Brief:
A verbatim reprint of the records below is what this exercise asks for.

Collected data:

◆ ◆ ◆ ◆ ◆

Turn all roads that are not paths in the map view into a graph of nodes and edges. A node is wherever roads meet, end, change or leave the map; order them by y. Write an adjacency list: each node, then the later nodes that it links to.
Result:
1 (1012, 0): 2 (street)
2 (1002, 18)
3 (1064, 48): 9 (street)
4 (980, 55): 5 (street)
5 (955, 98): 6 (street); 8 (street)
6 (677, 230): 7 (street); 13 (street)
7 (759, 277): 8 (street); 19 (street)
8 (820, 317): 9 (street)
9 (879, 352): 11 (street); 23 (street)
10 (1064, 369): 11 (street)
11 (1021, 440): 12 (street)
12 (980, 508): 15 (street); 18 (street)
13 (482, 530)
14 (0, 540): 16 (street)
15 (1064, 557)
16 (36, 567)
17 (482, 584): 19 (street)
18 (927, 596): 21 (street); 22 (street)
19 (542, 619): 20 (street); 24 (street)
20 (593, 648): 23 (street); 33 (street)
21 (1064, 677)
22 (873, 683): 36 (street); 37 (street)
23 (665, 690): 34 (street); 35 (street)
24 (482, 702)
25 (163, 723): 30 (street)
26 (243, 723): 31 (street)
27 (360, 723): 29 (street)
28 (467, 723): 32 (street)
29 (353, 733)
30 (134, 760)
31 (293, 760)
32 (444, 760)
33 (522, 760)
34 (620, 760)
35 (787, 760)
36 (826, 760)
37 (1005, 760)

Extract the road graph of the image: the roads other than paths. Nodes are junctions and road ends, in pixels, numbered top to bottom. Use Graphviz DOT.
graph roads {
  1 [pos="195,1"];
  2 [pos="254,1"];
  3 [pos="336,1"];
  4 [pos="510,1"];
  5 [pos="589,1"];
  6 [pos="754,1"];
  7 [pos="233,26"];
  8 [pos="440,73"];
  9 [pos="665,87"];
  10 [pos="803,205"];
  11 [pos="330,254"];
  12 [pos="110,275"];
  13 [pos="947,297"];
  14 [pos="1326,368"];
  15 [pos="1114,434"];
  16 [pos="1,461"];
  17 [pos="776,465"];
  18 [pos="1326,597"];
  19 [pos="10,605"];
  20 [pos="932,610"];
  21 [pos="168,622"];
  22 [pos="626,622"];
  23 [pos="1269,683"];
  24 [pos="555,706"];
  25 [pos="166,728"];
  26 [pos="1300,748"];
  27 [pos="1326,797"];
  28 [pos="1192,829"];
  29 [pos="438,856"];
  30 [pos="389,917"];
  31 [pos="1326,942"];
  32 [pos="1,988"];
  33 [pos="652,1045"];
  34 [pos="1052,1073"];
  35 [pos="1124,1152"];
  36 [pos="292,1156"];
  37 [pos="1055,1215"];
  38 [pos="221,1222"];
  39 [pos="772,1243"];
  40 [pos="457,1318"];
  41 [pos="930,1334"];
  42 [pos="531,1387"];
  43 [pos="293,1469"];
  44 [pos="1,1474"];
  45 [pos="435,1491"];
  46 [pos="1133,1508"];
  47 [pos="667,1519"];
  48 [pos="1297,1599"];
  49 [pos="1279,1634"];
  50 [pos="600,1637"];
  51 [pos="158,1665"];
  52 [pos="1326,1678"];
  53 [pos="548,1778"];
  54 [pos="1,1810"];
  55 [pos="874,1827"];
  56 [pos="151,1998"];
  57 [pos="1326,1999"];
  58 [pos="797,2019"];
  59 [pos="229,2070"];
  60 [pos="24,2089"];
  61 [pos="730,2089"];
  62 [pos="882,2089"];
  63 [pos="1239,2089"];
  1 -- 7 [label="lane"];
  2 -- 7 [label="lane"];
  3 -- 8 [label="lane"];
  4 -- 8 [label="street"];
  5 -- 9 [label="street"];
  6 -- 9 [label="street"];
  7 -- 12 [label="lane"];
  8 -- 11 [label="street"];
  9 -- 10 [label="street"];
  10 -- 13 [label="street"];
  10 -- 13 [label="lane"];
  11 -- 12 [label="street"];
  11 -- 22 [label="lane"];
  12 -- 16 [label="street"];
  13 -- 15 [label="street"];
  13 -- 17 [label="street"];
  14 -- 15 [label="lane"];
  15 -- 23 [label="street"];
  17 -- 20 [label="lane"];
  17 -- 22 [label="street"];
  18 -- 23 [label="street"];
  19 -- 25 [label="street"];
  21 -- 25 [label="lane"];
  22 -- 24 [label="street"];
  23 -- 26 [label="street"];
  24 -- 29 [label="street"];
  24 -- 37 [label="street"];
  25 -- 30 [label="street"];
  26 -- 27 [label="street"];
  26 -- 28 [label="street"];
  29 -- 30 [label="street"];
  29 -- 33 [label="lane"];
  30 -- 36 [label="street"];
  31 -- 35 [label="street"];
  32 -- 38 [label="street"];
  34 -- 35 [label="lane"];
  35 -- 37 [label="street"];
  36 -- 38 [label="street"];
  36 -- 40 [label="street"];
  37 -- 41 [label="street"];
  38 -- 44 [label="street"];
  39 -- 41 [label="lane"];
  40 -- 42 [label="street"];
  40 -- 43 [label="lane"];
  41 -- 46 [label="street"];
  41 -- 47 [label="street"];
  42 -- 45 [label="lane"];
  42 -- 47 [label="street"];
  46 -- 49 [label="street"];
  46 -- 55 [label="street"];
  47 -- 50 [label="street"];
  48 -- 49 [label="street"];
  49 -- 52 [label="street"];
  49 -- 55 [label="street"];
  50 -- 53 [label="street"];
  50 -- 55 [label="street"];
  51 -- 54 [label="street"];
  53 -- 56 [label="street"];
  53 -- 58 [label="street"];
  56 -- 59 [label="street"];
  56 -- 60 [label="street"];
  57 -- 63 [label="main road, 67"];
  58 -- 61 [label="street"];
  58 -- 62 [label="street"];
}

◆ ◆ ◆ ◆ ◆

Solution to the exercise:
Turn all roads that are not paths in the map view into a graph of nodes and edges. A node is wherever roads meet, end, change or leave the map; order them by y. Write an adjacency list: each node, then the later nodes that it links to.
Result:
1 (1012, 0): 2 (street)
2 (1002, 18)
3 (1064, 48): 9 (street)
4 (980, 55): 5 (street)
5 (955, 98): 6 (street); 8 (street)
6 (677, 230): 7 (street); 13 (street)
7 (759, 277): 8 (street); 19 (street)
8 (820, 317): 9 (street)
9 (879, 352): 11 (street); 23 (street)
10 (1064, 369): 11 (street)
11 (1021, 440): 12 (street)
12 (980, 508): 15 (street); 18 (street)
13 (482, 530)
14 (0, 540): 16 (street)
15 (1064, 557)
16 (36, 567)
17 (482, 584): 19 (street)
18 (927, 596): 21 (street); 22 (street)
19 (542, 619): 20 (street); 24 (street)
20 (593, 648): 23 (street); 33 (street)
21 (1064, 677)
22 (873, 683): 36 (street); 37 (street)
23 (665, 690): 34 (street); 35 (street)
24 (482, 702)
25 (163, 723): 30 (street)
26 (243, 723): 31 (street)
27 (360, 723): 29 (street)
28 (467, 723): 32 (street)
29 (353, 733)
30 (134, 760)
31 (293, 760)
32 (444, 760)
33 (522, 760)
34 (620, 760)
35 (787, 760)
36 (826, 760)
37 (1005, 760)

Extract the road graph of the image: the roads other than paths. Nodes are junctions and road ends, in pixels, numbered top to bottom. Use Graphviz DOT.
graph roads {
  1 [pos="195,1"];
  2 [pos="254,1"];
  3 [pos="336,1"];
  4 [pos="510,1"];
  5 [pos="589,1"];
  6 [pos="754,1"];
  7 [pos="233,26"];
  8 [pos="440,73"];
  9 [pos="665,87"];
  10 [pos="803,205"];
  11 [pos="330,254"];
  12 [pos="110,275"];
  13 [pos="947,297"];
  14 [pos="1326,368"];
  15 [pos="1114,434"];
  16 [pos="1,461"];
  17 [pos="776,465"];
  18 [pos="1326,597"];
  19 [pos="10,605"];
  20 [pos="932,610"];
  21 [pos="168,622"];
  22 [pos="626,622"];
  23 [pos="1269,683"];
  24 [pos="555,706"];
  25 [pos="166,728"];
  26 [pos="1300,748"];
  27 [pos="1326,797"];
  28 [pos="1192,829"];
  29 [pos="438,856"];
  30 [pos="389,917"];
  31 [pos="1326,942"];
  32 [pos="1,988"];
  33 [pos="652,1045"];
  34 [pos="1052,1073"];
  35 [pos="1124,1152"];
  36 [pos="292,1156"];
  37 [pos="1055,1215"];
  38 [pos="221,1222"];
  39 [pos="772,1243"];
  40 [pos="457,1318"];
  41 [pos="930,1334"];
  42 [pos="531,1387"];
  43 [pos="293,1469"];
  44 [pos="1,1474"];
  45 [pos="435,1491"];
  46 [pos="1133,1508"];
  47 [pos="667,1519"];
  48 [pos="1297,1599"];
  49 [pos="1279,1634"];
  50 [pos="600,1637"];
  51 [pos="158,1665"];
  52 [pos="1326,1678"];
  53 [pos="548,1778"];
  54 [pos="1,1810"];
  55 [pos="874,1827"];
  56 [pos="151,1998"];
  57 [pos="1326,1999"];
  58 [pos="797,2019"];
  59 [pos="229,2070"];
  60 [pos="24,2089"];
  61 [pos="730,2089"];
  62 [pos="882,2089"];
  63 [pos="1239,2089"];
  1 -- 7 [label="lane"];
  2 -- 7 [label="lane"];
  3 -- 8 [label="lane"];
  4 -- 8 [label="street"];
  5 -- 9 [label="street"];
  6 -- 9 [label="street"];
  7 -- 12 [label="lane"];
  8 -- 11 [label="street"];
  9 -- 10 [label="street"];
  10 -- 13 [label="street"];
  10 -- 13 [label="lane"];
  11 -- 12 [label="street"];
  11 -- 22 [label="lane"];
  12 -- 16 [label="street"];
  13 -- 15 [label="street"];
  13 -- 17 [label="street"];
  14 -- 15 [label="lane"];
  15 -- 23 [label="street"];
  17 -- 20 [label="lane"];
  17 -- 22 [label="street"];
  18 -- 23 [label="street"];
  19 -- 25 [label="street"];
  21 -- 25 [label="lane"];
  22 -- 24 [label="street"];
  23 -- 26 [label="street"];
  24 -- 29 [label="street"];
  24 -- 37 [label="street"];
  25 -- 30 [label="street"];
  26 -- 27 [label="street"];
  26 -- 28 [label="street"];
  29 -- 30 [label="street"];
  29 -- 33 [label="lane"];
  30 -- 36 [label="street"];
  31 -- 35 [label="street"];
  32 -- 38 [label="street"];
  34 -- 35 [label="lane"];
  35 -- 37 [label="street"];
  36 -- 38 [label="street"];
  36 -- 40 [label="street"];
  37 -- 41 [label="street"];
  38 -- 44 [label="street"];
  39 -- 41 [label="lane"];
  40 -- 42 [label="street"];
  40 -- 43 [label="lane"];
  41 -- 46 [label="street"];
  41 -- 47 [label="street"];
  42 -- 45 [label="lane"];
  42 -- 47 [label="street"];
  46 -- 49 [label="street"];
  46 -- 55 [label="street"];
  47 -- 50 [label="street"];
  48 -- 49 [label="street"];
  49 -- 52 [label="street"];
  49 -- 55 [label="street"];
  50 -- 53 [label="street"];
  50 -- 55 [label="street"];
  51 -- 54 [label="street"];
  53 -- 56 [label="street"];
  53 -- 58 [label="street"];
  56 -- 59 [label="street"];
  56 -- 60 [label="street"];
  57 -- 63 [label="main road, 67"];
  58 -- 61 [label="street"];
  58 -- 62 [label="street"];
}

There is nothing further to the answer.